→ EXERCISE DIRECTIONS:
Check each line of the listing below for the string "street", then copy every line that has it.

→ EXERCISE MATERIAL:
§

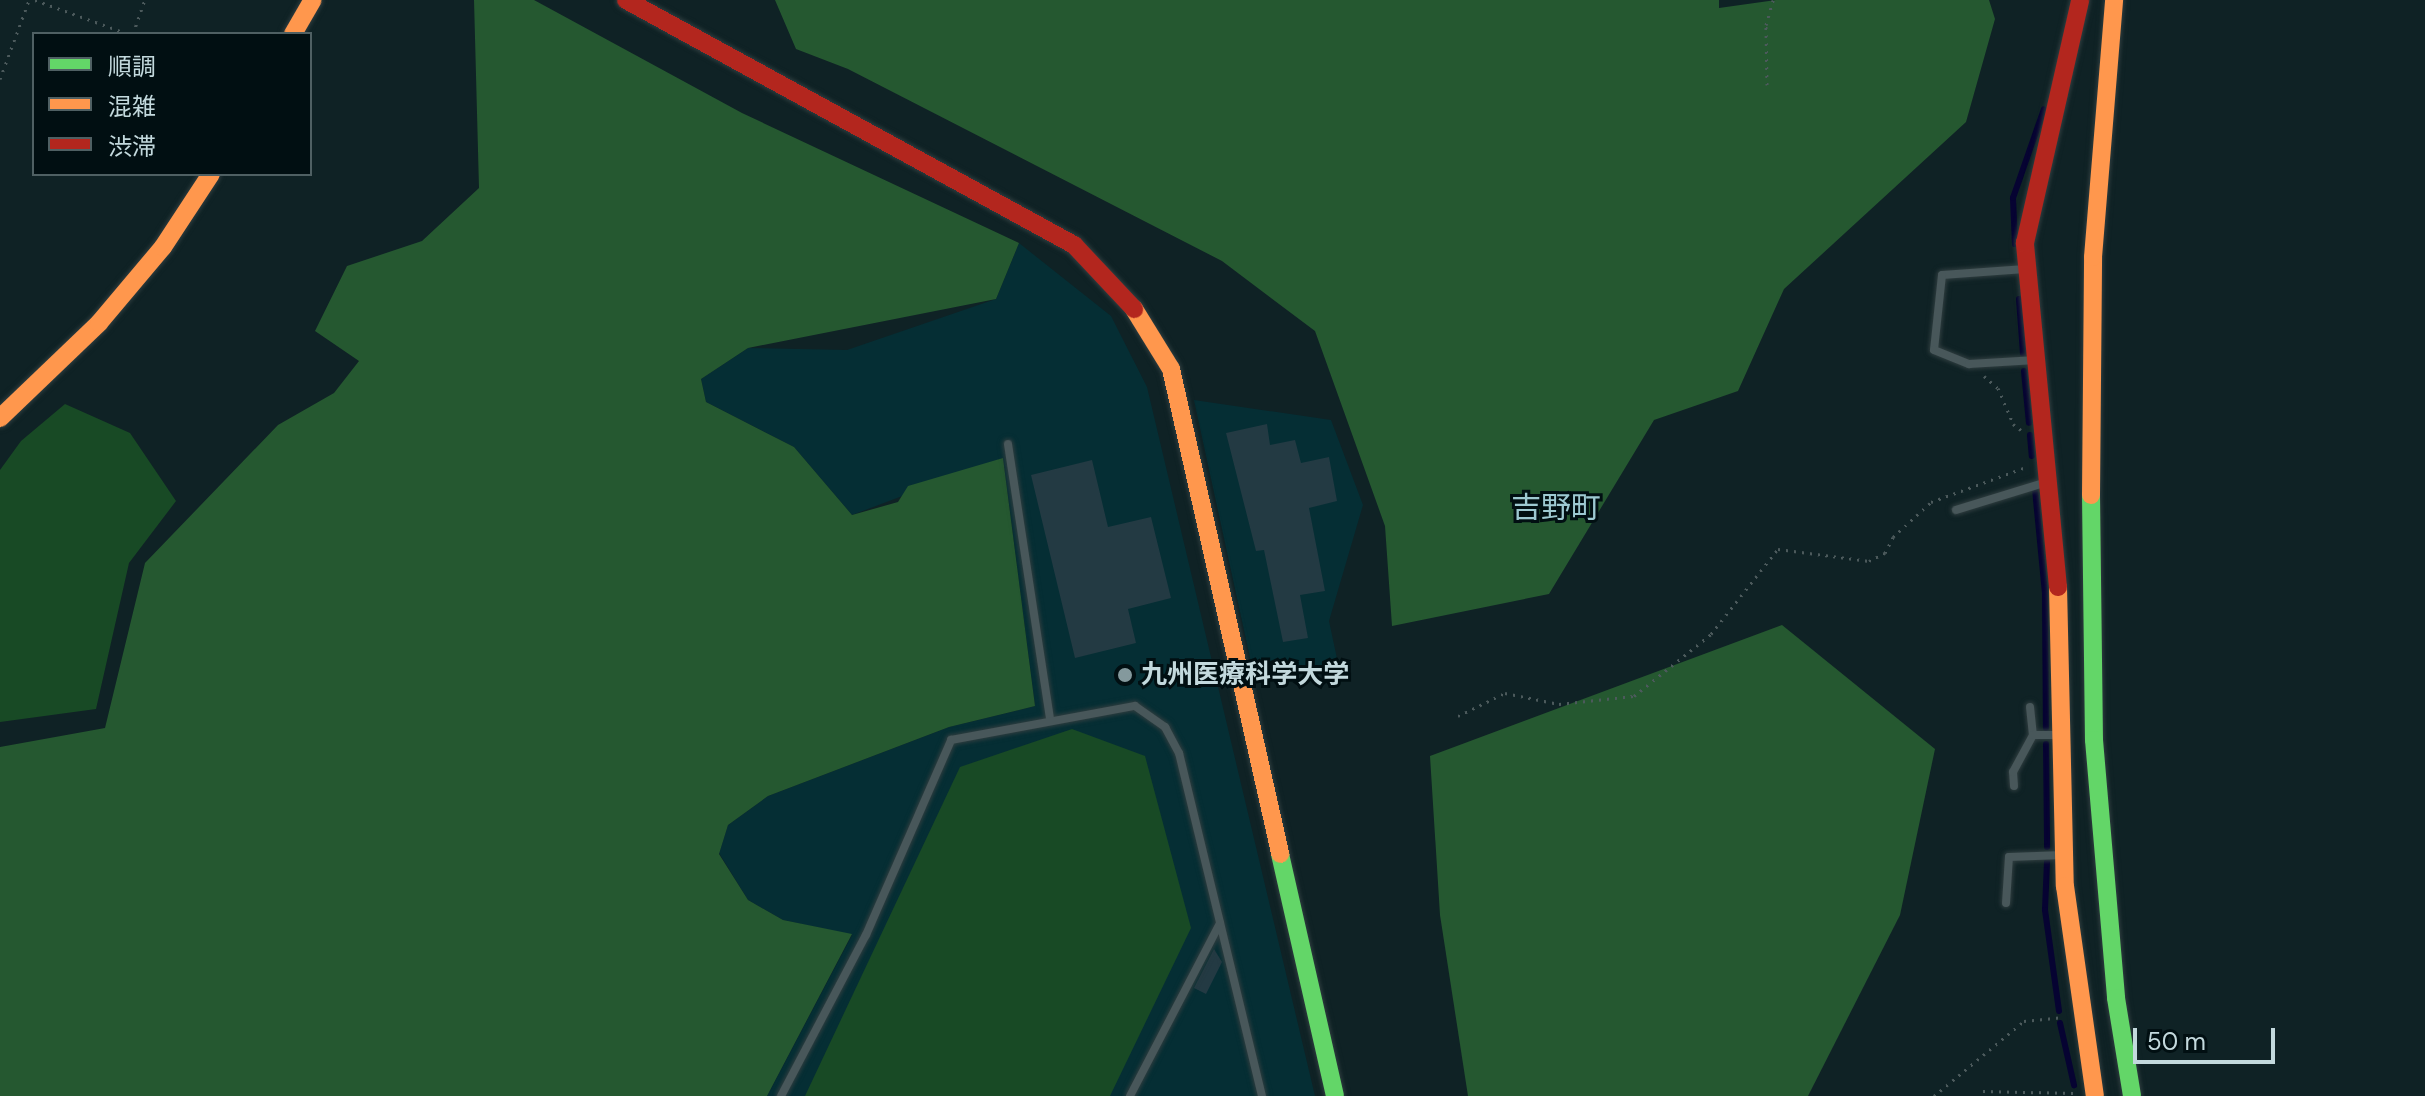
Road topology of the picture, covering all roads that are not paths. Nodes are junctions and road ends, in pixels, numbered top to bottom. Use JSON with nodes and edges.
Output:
{"nodes":[{"id":1,"x":313,"y":0,"type":"edge"},
{"id":2,"x":626,"y":0,"type":"edge"},
{"id":3,"x":2080,"y":0,"type":"edge"},
{"id":4,"x":2114,"y":0,"type":"edge"},
{"id":5,"x":294,"y":32,"type":"edge"},
{"id":6,"x":210,"y":176,"type":"edge"},
{"id":7,"x":2027,"y":269,"type":"junction"},
{"id":8,"x":2037,"y":360,"type":"junction"},
{"id":9,"x":0,"y":418,"type":"edge"},
{"id":10,"x":1008,"y":444,"type":"dead end"},
{"id":11,"x":2048,"y":481,"type":"junction"},
{"id":12,"x":1956,"y":510,"type":"dead end"},
{"id":13,"x":2030,"y":707,"type":"dead end"},
{"id":14,"x":1050,"y":719,"type":"junction"},
{"id":15,"x":2033,"y":735,"type":"junction"},
{"id":16,"x":2061,"y":735,"type":"junction"},
{"id":17,"x":2014,"y":786,"type":"dead end"},
{"id":18,"x":2064,"y":855,"type":"junction"},
{"id":19,"x":2006,"y":903,"type":"dead end"},
{"id":20,"x":1220,"y":923,"type":"junction"},
{"id":21,"x":2095,"y":1093,"type":"edge"},
{"id":22,"x":781,"y":1096,"type":"edge"},
{"id":23,"x":1130,"y":1096,"type":"edge"},
{"id":24,"x":1262,"y":1096,"type":"edge"},
{"id":25,"x":1335,"y":1096,"type":"edge"},
{"id":26,"x":2132,"y":1096,"type":"edge"}],
"edges":[{"from":1,"to":5,"type":"street"},
{"from":2,"to":25,"type":"street"},
{"from":3,"to":7,"type":"street"},
{"from":4,"to":26,"type":"street"},
{"from":6,"to":9,"type":"street"},
{"from":7,"to":8,"type":"street"},
{"from":7,"to":8,"type":"lane"},
{"from":8,"to":11,"type":"street"},
{"from":10,"to":14,"type":"lane"},
{"from":11,"to":12,"type":"lane"},
{"from":11,"to":16,"type":"street"},
{"from":13,"to":15,"type":"lane"},
{"from":14,"to":20,"type":"lane"},
{"from":14,"to":22,"type":"lane"},
{"from":15,"to":16,"type":"lane"},
{"from":15,"to":17,"type":"lane"},
{"from":16,"to":18,"type":"street"},
{"from":18,"to":19,"type":"lane"},
{"from":18,"to":21,"type":"street"},
{"from":20,"to":23,"type":"lane"},
{"from":20,"to":24,"type":"lane"}]}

§

→ PROBLEM SOLUTION:
"edges":[{"from":1,"to":5,"type":"street"},
{"from":2,"to":25,"type":"street"},
{"from":3,"to":7,"type":"street"},
{"from":4,"to":26,"type":"street"},
{"from":6,"to":9,"type":"street"},
{"from":7,"to":8,"type":"street"},
{"from":8,"to":11,"type":"street"},
{"from":11,"to":16,"type":"street"},
{"from":16,"to":18,"type":"street"},
{"from":18,"to":21,"type":"street"},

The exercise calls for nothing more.